Hadron beam test of a scintillating fibre tracker system for elastic scattering and luminosity measurement in ATLAS
F. Anghinolfi, et al

TL;DR
This paper reports on beam tests of a scintillating fibre tracker designed for elastic scattering and luminosity measurement in ATLAS, demonstrating its effective performance in high-energy hadron beams similar to LHC conditions.
Contribution
It presents the validation of a novel scintillating fibre tracker system with custom electronics for precise elastic scattering measurements at CERN.
Findings
Adequate tracking performance in high-energy hadron beams
Successful alignment method with expected precision
Validation of detector design in realistic LHC-like conditions
Abstract
A scintillating fibre tracker is proposed to measure elastic proton scattering at very small angles in the ATLAS experiment at CERN. The tracker will be located in so-called Roman Pot units at a distance of 240 m on each side of the ATLAS interaction point. An initial validation of the design choices was achieved in a beam test at DESY in a relatively low energy electron beam and using slow off-the-shelf electronics.
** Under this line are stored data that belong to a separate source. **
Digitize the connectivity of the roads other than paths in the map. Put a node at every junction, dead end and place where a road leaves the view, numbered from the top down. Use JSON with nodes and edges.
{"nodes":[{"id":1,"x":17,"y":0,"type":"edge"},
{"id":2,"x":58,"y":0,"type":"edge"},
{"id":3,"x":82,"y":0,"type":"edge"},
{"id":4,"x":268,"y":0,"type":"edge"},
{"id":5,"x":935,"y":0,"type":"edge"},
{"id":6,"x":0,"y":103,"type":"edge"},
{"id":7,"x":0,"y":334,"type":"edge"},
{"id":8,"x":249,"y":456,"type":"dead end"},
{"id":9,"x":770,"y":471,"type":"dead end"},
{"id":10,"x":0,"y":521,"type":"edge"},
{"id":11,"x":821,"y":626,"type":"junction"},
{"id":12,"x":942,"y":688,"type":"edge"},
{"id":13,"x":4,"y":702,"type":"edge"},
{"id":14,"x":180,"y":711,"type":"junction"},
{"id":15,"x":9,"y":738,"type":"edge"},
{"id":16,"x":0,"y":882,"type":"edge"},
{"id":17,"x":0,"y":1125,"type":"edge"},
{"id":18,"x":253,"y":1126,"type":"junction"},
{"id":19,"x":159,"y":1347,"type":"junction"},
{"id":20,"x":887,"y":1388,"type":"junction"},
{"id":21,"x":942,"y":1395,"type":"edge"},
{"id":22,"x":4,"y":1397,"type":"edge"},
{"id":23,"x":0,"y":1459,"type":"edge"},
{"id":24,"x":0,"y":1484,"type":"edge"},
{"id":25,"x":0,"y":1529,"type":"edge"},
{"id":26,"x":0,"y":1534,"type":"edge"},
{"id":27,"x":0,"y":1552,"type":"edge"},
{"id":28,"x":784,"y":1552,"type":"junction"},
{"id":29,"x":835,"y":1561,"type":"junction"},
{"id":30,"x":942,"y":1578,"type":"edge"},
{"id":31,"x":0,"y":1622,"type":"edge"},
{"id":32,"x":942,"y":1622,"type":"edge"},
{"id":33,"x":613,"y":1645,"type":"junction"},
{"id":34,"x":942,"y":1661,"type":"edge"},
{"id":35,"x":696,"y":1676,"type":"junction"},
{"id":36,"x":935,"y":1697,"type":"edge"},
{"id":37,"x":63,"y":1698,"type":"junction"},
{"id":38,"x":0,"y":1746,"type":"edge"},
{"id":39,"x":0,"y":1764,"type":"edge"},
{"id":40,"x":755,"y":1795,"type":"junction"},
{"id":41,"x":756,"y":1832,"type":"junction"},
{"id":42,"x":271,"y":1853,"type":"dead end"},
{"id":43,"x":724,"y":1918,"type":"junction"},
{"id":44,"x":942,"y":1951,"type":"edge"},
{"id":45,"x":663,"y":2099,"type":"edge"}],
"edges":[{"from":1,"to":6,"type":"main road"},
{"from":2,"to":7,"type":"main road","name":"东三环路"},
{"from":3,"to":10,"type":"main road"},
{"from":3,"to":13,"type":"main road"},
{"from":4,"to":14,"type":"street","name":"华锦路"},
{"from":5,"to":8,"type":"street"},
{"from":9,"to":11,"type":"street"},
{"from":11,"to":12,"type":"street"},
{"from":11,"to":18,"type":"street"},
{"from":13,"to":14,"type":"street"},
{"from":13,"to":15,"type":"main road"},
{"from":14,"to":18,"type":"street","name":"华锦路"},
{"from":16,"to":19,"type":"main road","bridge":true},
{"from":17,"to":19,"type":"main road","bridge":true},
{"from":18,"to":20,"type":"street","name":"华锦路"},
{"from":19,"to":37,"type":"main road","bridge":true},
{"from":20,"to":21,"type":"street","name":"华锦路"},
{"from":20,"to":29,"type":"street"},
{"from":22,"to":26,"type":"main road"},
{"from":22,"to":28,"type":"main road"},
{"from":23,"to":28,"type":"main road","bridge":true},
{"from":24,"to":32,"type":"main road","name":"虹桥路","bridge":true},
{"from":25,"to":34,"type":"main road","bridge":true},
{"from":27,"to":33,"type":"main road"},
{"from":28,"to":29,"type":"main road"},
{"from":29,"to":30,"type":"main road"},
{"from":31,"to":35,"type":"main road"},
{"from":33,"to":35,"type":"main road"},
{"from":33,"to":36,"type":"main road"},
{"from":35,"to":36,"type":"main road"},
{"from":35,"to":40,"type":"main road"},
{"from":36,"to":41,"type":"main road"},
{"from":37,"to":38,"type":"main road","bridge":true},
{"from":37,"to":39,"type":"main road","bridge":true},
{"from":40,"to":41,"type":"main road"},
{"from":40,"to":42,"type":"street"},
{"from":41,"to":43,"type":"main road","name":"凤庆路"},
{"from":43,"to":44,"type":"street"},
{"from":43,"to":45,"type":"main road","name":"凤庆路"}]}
Here we report on the results from a second beam test experiment carried out at CERN, where new detector prototypes were tested in a high energy hadron beam, using the first version of the custom designed front-end electronics. The results show an adequate tracking performance under conditions which are similar to the situation at the LHC. In addition, the alignment method using so-called overlap detectors was studied and shown to have the expected precision.